- **ACTIVITY**
Check the lines of the listing below for the word "main", and state only how many have it.
BEGIN DATA EXCERPTS
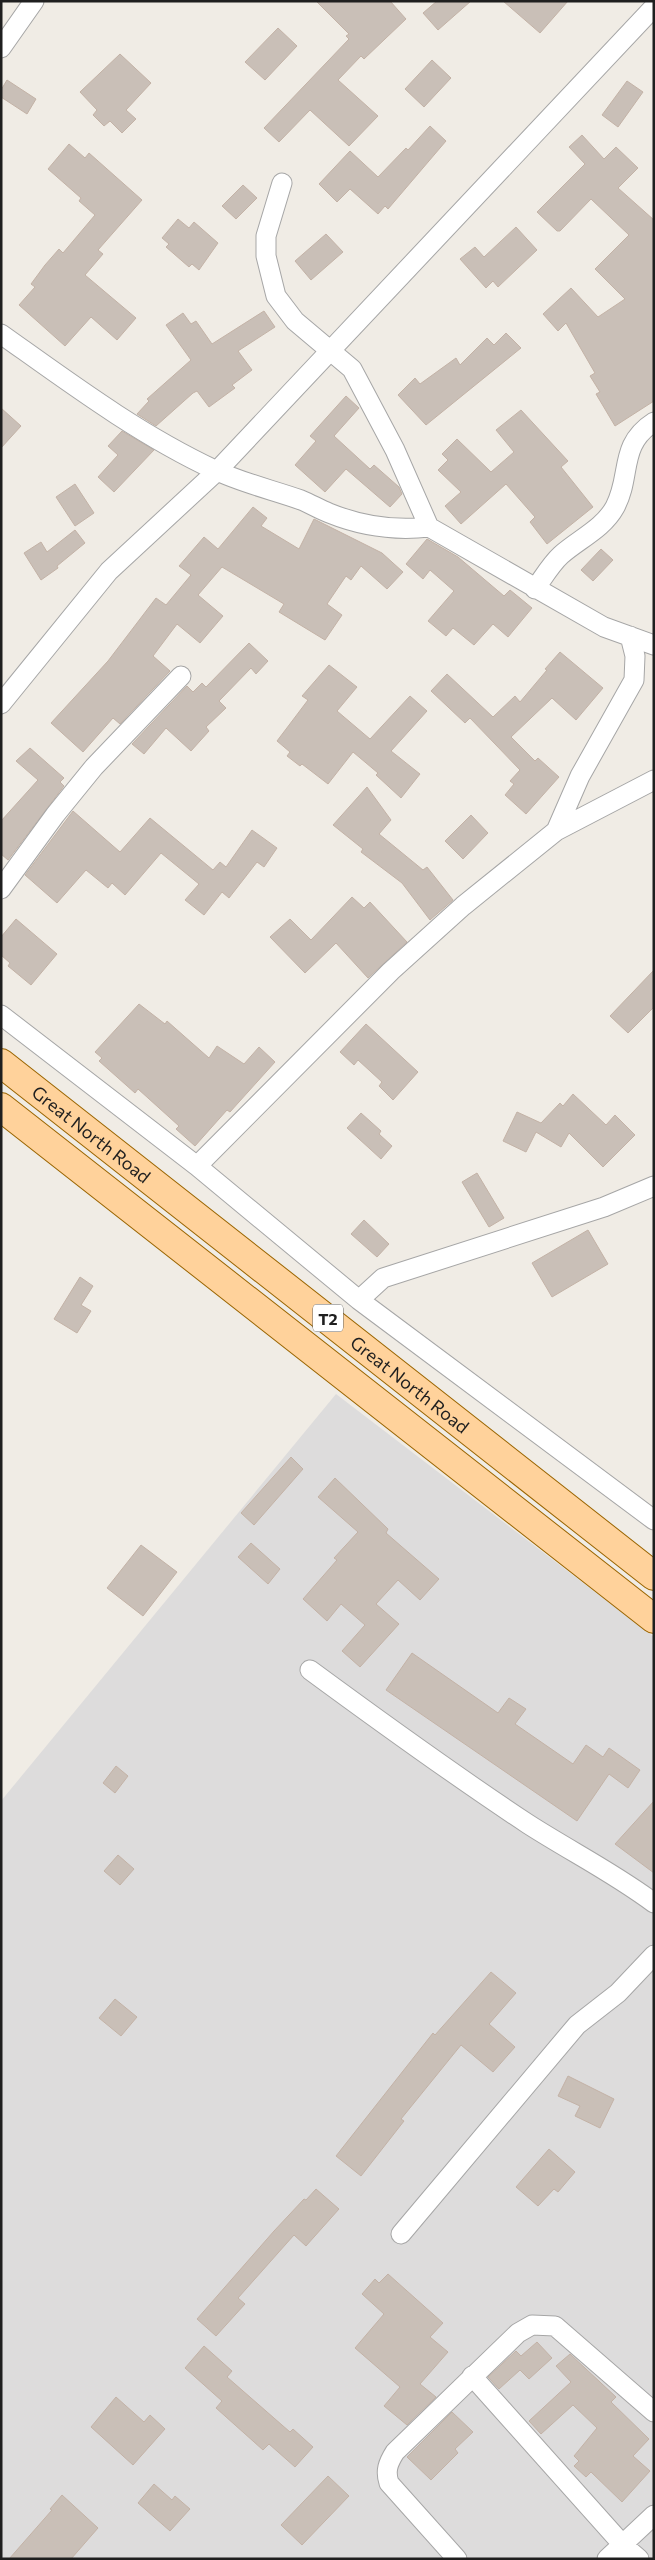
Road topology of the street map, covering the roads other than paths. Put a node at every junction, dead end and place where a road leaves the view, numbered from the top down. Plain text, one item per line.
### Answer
1 (34, 1) edge
2 (654, 7) edge
3 (4, 37) edge
4 (282, 182) dead end
5 (1, 334) edge
6 (331, 349) junction
7 (654, 422) edge
8 (217, 471) junction
9 (429, 527) junction
10 (535, 589) junction
11 (630, 636) junction
12 (654, 645) edge
13 (180, 676) dead end
14 (1, 704) edge
15 (654, 780) edge
16 (556, 831) junction
17 (1, 889) edge
18 (1, 1015) edge
19 (1, 1062) edge
20 (1, 1107) edge
21 (197, 1166) junction
22 (654, 1186) edge
23 (359, 1300) junction
24 (654, 1520) edge
25 (654, 1576) edge
26 (654, 1619) edge
27 (310, 1670) dead end
28 (654, 1903) edge
29 (654, 1955) edge
30 (401, 2234) dead end
31 (472, 2376) junction
32 (654, 2412) edge
33 (654, 2515) edge
34 (623, 2545) junction
35 (457, 2559) edge
36 (607, 2559) edge
37 (639, 2559) edge

1 - 3 street
2 - 6 street
4 - 6 street
5 - 8 street
6 - 8 street
6 - 9 street
7 - 10 street
8 - 9 street
8 - 14 street
9 - 10 street
10 - 11 street
11 - 12 street
11 - 16 street
13 - 17 street
15 - 16 street
16 - 21 street
18 - 21 street
19 - 25 main road, Great North Road / T2
20 - 26 main road, Great North Road / T2
21 - 23 street
22 - 23 street
23 - 24 street
27 - 28 street
29 - 30 street
31 - 32 street
31 - 34 street
31 - 35 street
33 - 34 street
34 - 36 street
34 - 37 street

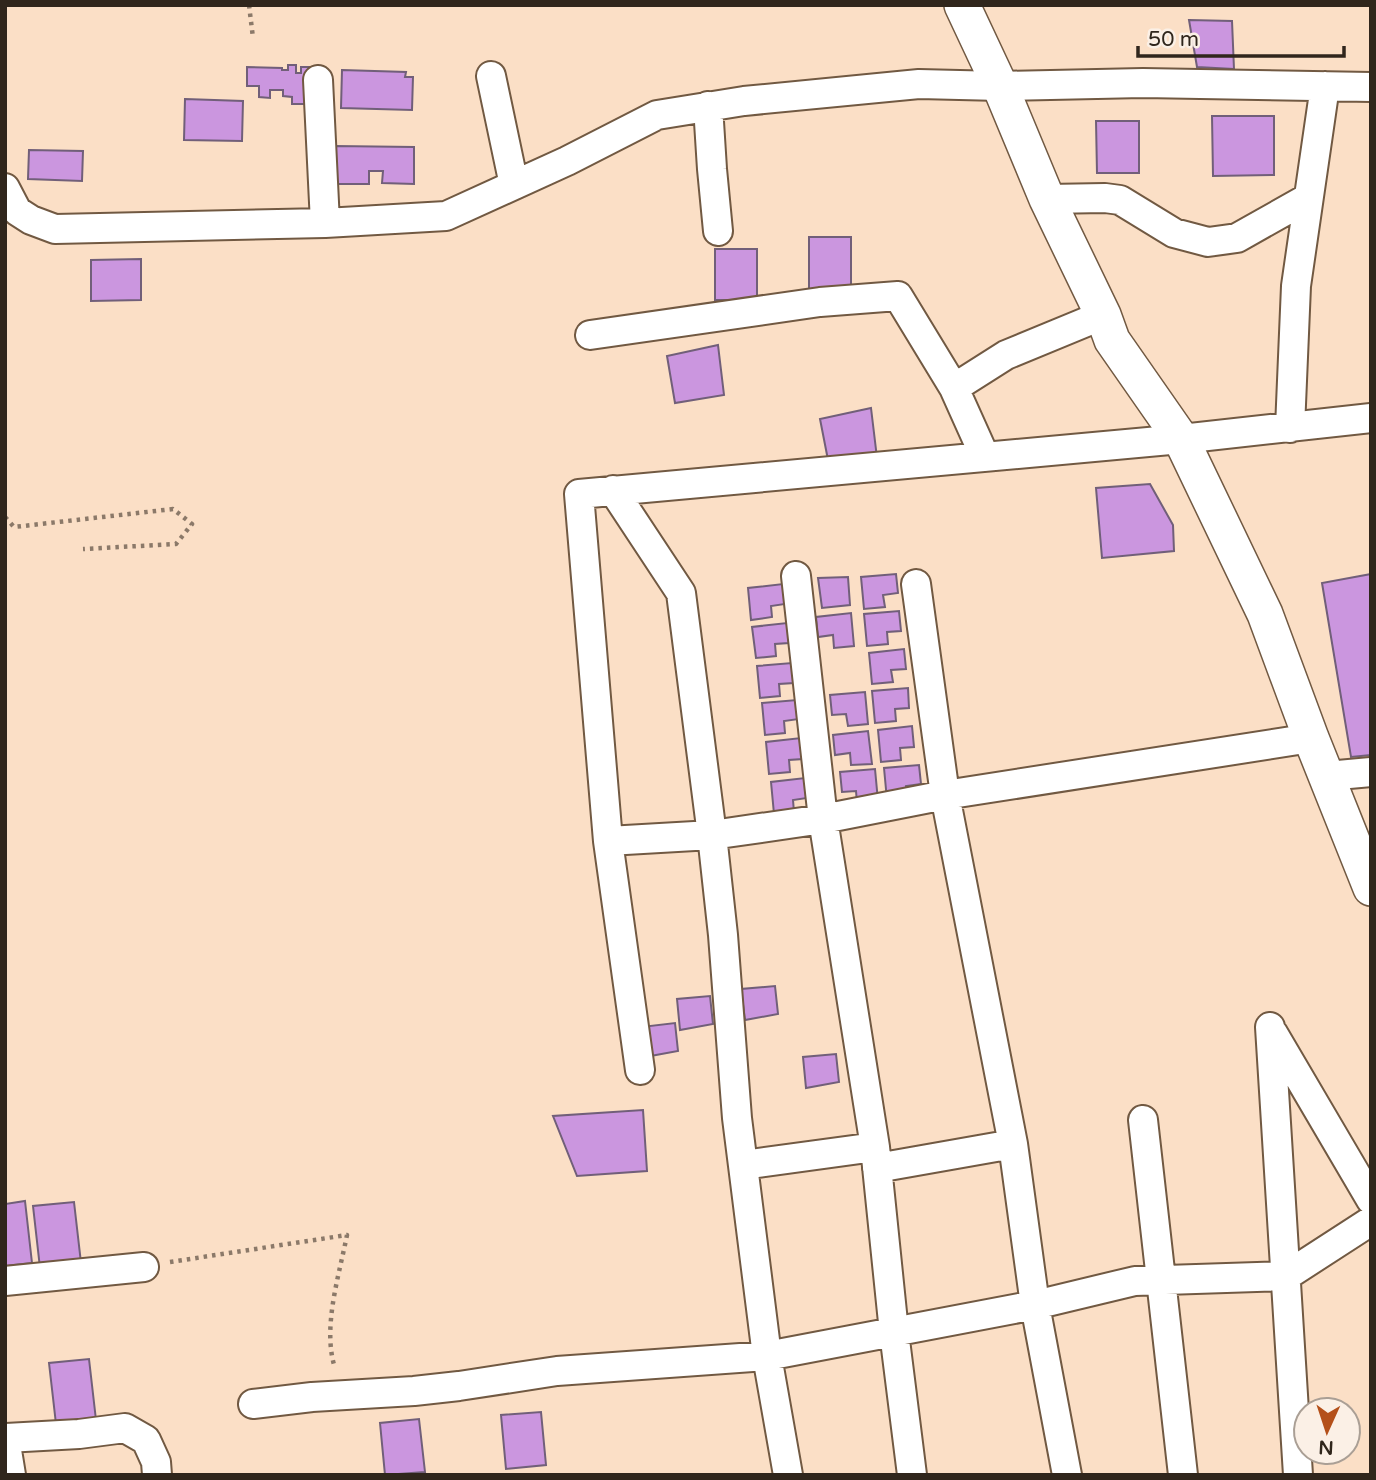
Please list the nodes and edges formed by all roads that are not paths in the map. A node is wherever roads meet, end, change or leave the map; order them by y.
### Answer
1 (962, 5) edge
2 (491, 76) dead end
3 (318, 80) dead end
4 (1000, 86) junction
5 (1325, 86) junction
6 (1371, 87) edge
7 (708, 106) junction
8 (514, 185) junction
9 (5, 188) edge
10 (1308, 198) junction
11 (1047, 199) junction
12 (325, 223) junction
13 (718, 231) dead end
14 (1103, 315) junction
15 (590, 335) dead end
16 (954, 388) junction
17 (1371, 418) edge
18 (1290, 428) junction
19 (1181, 439) junction
20 (985, 457) junction
21 (613, 490) junction
22 (796, 576) dead end
23 (916, 584) dead end
24 (1311, 738) junction
25 (1371, 772) edge
26 (1327, 776) junction
27 (945, 795) junction
28 (823, 820) junction
29 (712, 835) junction
30 (608, 841) junction
31 (1371, 888) edge
32 (640, 1070) dead end
33 (1143, 1120) dead end
34 (1013, 1144) junction
35 (876, 1158) junction
36 (743, 1165) junction
37 (1371, 1200) edge
38 (1371, 1221) edge
39 (144, 1267) road end
40 (1286, 1276) junction
41 (1161, 1280) junction
42 (5, 1281) edge
43 (1035, 1305) junction
44 (894, 1332) junction
45 (767, 1356) junction
46 (253, 1404) dead end
47 (6, 1438) edge
48 (10, 1475) edge
49 (157, 1475) edge
50 (788, 1475) edge
51 (912, 1475) edge
52 (1067, 1475) edge
53 (1183, 1475) edge
54 (1298, 1475) edge

1 - 4 street
2 - 8 street
3 - 12 street
4 - 5 street
4 - 7 street
4 - 11 street
5 - 6 street
5 - 10 street
7 - 8 street
7 - 13 street
8 - 12 street
9 - 12 street
10 - 11 street
10 - 18 street
11 - 14 street
14 - 16 street
14 - 19 street
15 - 16 street
16 - 20 street
17 - 18 street
18 - 19 street
19 - 20 street
19 - 24 street
20 - 21 street
21 - 29 street
21 - 30 street
22 - 28 street
23 - 27 street
24 - 26 street
24 - 27 street
25 - 26 street
26 - 31 street
27 - 28 street
27 - 34 street
28 - 29 street
28 - 35 street
29 - 30 street
29 - 36 street
30 - 32 street
33 - 41 street
34 - 35 street
34 - 43 street
35 - 36 street
35 - 44 street
36 - 45 street
37 - 40 street
38 - 40 street
39 - 42 street
40 - 41 street
40 - 54 street
41 - 43 street
41 - 53 street
43 - 44 street
43 - 52 street
44 - 45 street
44 - 51 street
45 - 46 street
45 - 50 street
47 - 48 street
47 - 49 street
END DATA EXCERPTS
- **WRITTEN REPLY**
2